Em Tempo
Eram três horas. Alice sentia-se
atrasada. Era comum ter dificuldades com o tempo, apesar de colecionar vários
relógios. O último recebido tinha guardado ali, em sua cabeceira, como prova de
que era lembrada. O tempo lhe inflamava,
às vezes, mistérios e sentenças.
Em sua aula de filosofia, tinha
lido que o tempo é a marca da humanidade, somos construídos sob ele e não há
como fugir.”É um conceito percebido pela vivência, parte de nossa percepção
mental”. Ao ler isso, se convenceu que sempre viveu à espera, sempre delegou
aos outros sua tarefa de sobrevivência.
Os relógios, objetos de coleção,
foram tentativas de se agarrar ao tempo, costurando elementos de seu antes com as considerações de seu porvir. Nada está
sentenciado, mas suas vivências até então nunca tinham lhe causado tamanho
desassossego e indagações, que estavam escritas em seu espelho mesmo sem perceber.
Que danação!
Como forma de se apropriar de
algo, que nunca tinha conseguido, recorreu à caixa de relógios e alguns
escritos empoeirados que se depositavam na cômoda rotineiramente aberta, nem que
seja uma fresta...e de espaços minúsculos ela gostava.
Com a caixa em mãos, refez a
trajetória de cada relógio que comprou; aqueles de liquidação até os ganhados
em datas importantes, pois todos sabiam de seu gosto esquisito por essas peças.

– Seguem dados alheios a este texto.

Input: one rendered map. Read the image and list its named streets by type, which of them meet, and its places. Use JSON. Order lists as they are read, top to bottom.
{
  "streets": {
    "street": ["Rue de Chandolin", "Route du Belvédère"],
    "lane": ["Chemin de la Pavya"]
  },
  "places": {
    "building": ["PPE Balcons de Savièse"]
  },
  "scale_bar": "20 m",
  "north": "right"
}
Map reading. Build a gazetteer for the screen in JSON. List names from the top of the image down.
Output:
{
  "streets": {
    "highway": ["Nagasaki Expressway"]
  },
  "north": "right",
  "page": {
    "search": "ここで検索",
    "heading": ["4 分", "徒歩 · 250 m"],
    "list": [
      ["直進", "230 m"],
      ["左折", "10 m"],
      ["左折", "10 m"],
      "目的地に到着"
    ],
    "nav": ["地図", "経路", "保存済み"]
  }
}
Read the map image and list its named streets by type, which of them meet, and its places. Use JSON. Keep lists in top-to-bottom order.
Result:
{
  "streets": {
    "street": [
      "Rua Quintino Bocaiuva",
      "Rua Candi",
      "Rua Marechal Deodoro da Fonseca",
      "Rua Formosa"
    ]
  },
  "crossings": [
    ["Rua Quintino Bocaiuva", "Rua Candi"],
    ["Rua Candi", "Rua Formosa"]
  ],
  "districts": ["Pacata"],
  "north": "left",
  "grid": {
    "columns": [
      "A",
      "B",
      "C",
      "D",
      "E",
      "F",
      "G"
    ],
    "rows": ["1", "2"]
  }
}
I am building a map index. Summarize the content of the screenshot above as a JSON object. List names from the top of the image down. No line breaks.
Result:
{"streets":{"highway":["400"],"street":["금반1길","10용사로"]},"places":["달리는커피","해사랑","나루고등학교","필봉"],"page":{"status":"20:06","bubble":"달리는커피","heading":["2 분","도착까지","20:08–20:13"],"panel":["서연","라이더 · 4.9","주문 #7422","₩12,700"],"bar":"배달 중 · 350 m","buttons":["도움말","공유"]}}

Contemplou cada um e começou a se lançar perguntas, coisas que não era
costume.
Recorreu a seu livro antigo e
arregalou bem os olhos quando leu que, segundo Kant, não há realidade de tempo.
“O tempo é uma noção a priori que não designa nada além de
determinada característica do nosso modo humano de receber informações através
dos sentidos.”
Nesse momento, percebeu que seu tempo era uma
invenção de sua mente anestesiada. Passou a indagar que nada era real, os
relógios apenas se apropriavam da organização. O que fazer de si agora? Não
estava ainda acostumada com essas reclamações internas, nem tão pouco dar
vivência a esse tipo de leitura. Tudo pra ela sempre se concebeu chato, mas
acreditava ser o tempo o limite entre a realidade e os seus desejos.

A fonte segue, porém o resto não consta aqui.